• **REQUIRED WORK**
Going line by line through the entries below, tally those that hold the string "Sfânta". Give only the total.

[Stored entries]
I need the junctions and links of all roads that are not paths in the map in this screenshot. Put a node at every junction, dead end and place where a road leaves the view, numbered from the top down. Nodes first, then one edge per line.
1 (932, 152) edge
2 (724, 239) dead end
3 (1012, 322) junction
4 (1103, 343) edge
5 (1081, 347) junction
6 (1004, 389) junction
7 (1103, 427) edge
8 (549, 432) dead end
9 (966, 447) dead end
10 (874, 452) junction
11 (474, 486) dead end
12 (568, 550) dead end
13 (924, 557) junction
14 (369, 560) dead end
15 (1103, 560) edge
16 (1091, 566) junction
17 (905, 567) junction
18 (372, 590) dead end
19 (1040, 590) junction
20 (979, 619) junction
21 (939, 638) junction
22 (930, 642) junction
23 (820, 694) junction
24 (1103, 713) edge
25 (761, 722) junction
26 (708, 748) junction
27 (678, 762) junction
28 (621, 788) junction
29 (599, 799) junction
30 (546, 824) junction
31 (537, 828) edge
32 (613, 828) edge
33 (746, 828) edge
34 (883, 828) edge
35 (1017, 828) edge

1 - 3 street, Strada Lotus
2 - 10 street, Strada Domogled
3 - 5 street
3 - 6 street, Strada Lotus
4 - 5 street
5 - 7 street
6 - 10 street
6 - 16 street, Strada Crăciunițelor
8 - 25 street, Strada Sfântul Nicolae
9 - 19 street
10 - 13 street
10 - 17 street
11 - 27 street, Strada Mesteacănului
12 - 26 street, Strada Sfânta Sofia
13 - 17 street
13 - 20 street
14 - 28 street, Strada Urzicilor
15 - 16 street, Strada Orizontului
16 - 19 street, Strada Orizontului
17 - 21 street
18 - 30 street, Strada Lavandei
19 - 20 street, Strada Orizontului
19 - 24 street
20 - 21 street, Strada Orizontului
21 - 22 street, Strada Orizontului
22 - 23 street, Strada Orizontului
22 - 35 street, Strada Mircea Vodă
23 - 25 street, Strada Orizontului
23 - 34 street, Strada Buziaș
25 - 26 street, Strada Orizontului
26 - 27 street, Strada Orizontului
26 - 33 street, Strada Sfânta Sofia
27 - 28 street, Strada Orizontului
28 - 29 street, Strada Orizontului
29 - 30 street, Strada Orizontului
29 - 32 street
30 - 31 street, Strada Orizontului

• **RESPONSE**
2